=== Begin Enclosure ===

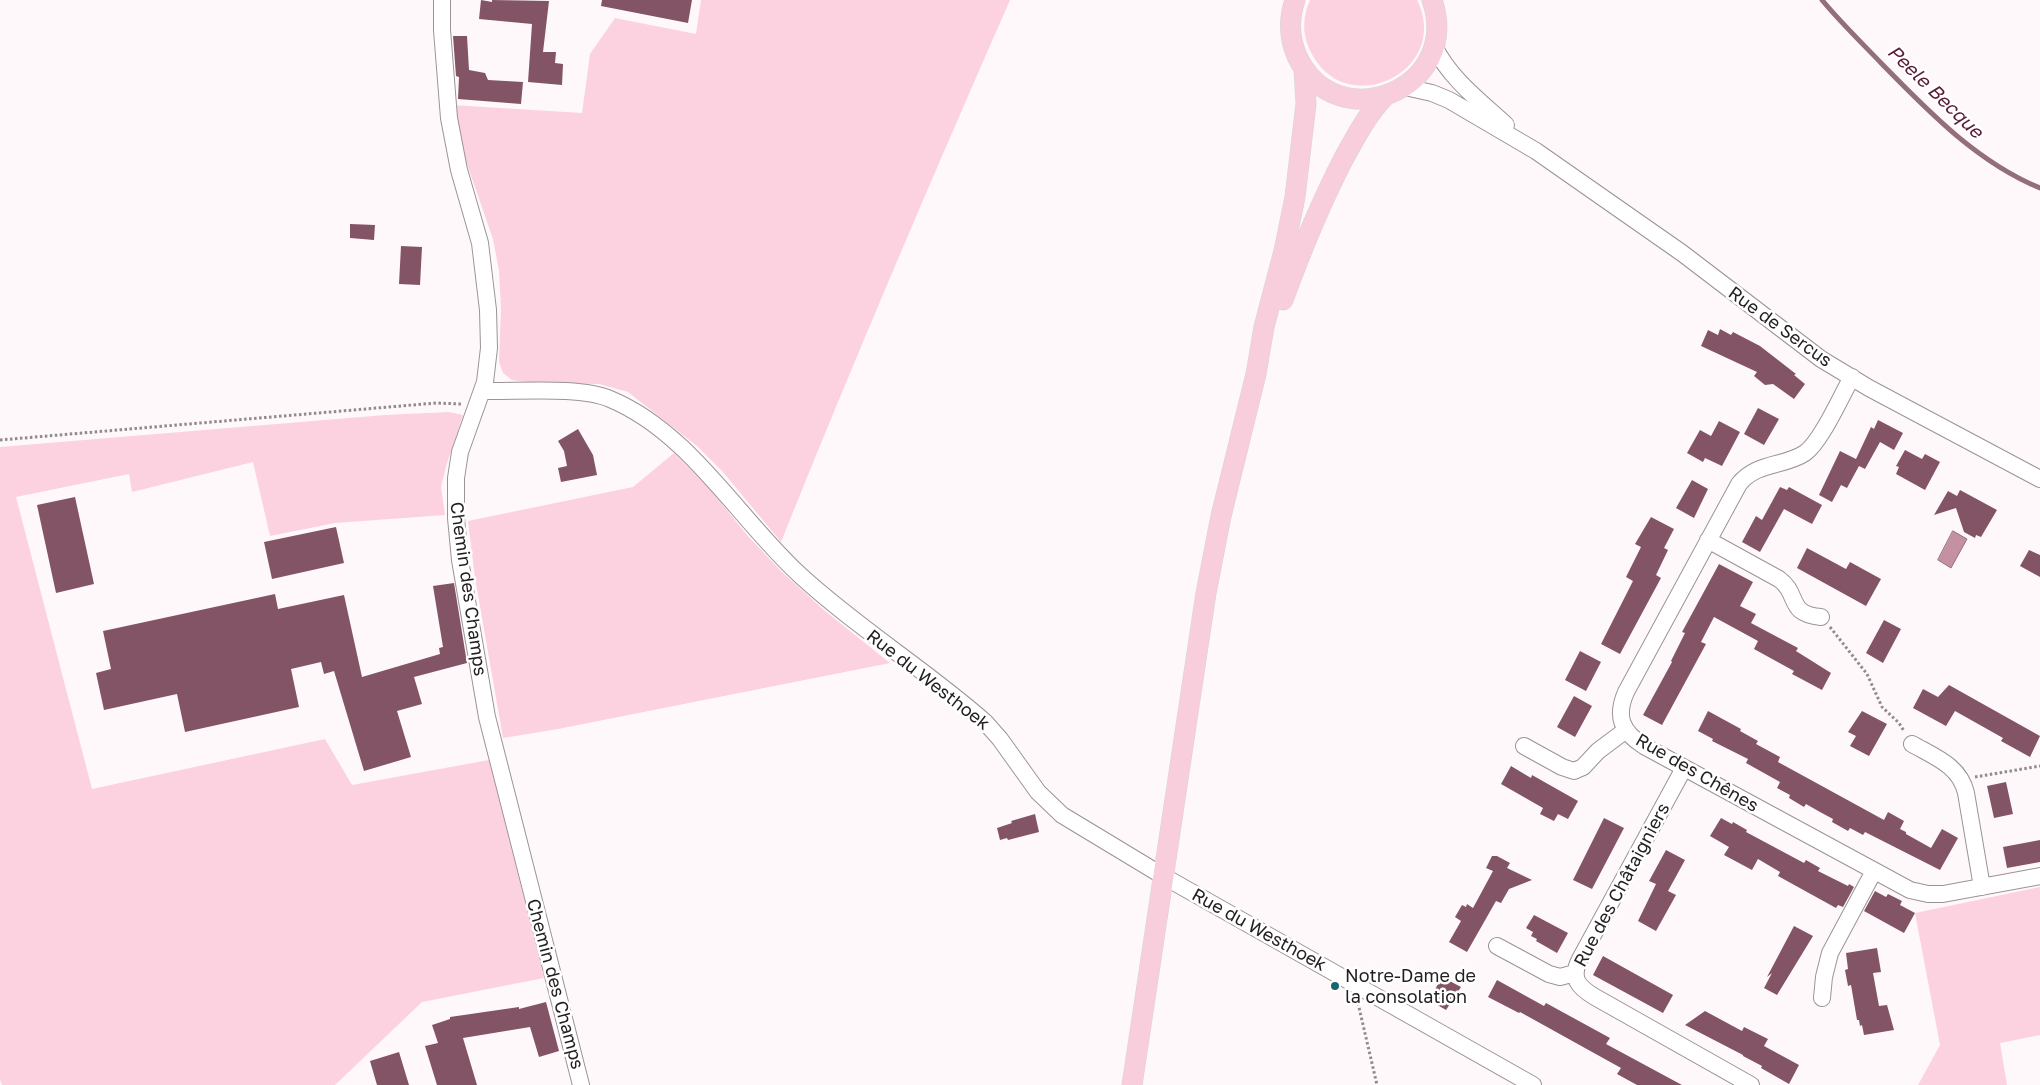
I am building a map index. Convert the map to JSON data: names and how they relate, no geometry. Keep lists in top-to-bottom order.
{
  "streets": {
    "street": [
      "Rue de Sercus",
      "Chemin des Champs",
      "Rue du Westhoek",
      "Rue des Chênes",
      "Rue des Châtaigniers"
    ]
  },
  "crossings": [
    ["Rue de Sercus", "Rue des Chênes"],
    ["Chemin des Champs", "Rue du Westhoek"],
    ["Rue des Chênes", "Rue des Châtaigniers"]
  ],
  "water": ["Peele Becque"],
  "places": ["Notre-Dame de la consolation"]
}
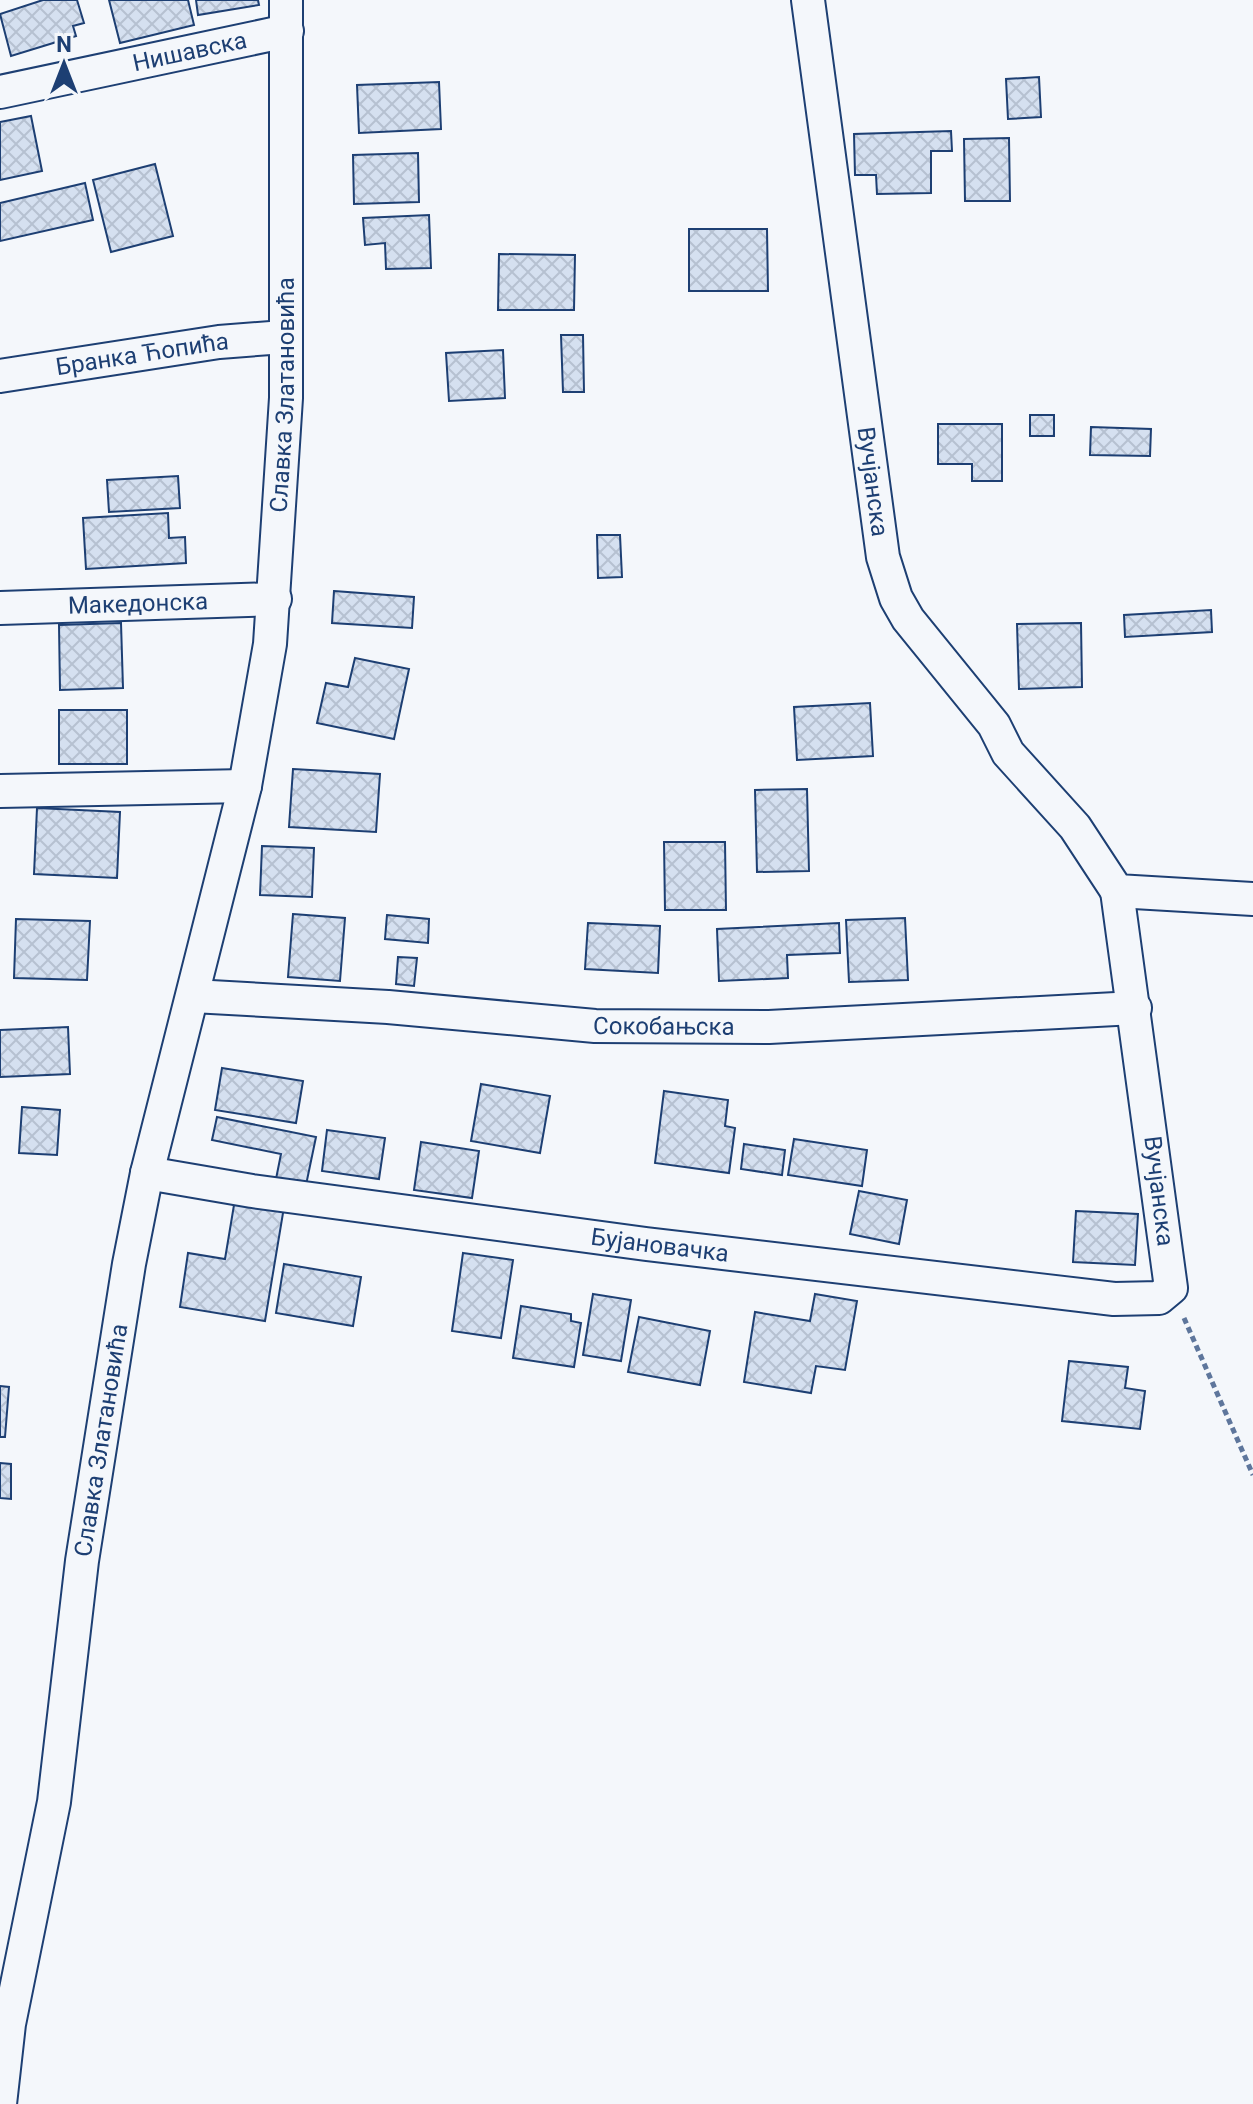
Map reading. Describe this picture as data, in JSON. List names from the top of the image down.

=== End Enclosure ===

* [Work request] An exact reprint of the records above is required, with all pictures left out.

* [Solution for this problem]
I am building a map index. Convert the map to JSON data: names and how they relate, no geometry. Keep lists in top-to-bottom order.
{
  "streets": {
    "street": [
      "Rue de Sercus",
      "Chemin des Champs",
      "Rue du Westhoek",
      "Rue des Chênes",
      "Rue des Châtaigniers"
    ]
  },
  "crossings": [
    ["Rue de Sercus", "Rue des Chênes"],
    ["Chemin des Champs", "Rue du Westhoek"],
    ["Rue des Chênes", "Rue des Châtaigniers"]
  ],
  "water": ["Peele Becque"],
  "places": ["Notre-Dame de la consolation"]
}
Map reading. Describe this picture as data, in JSON. List names from the top of the image down.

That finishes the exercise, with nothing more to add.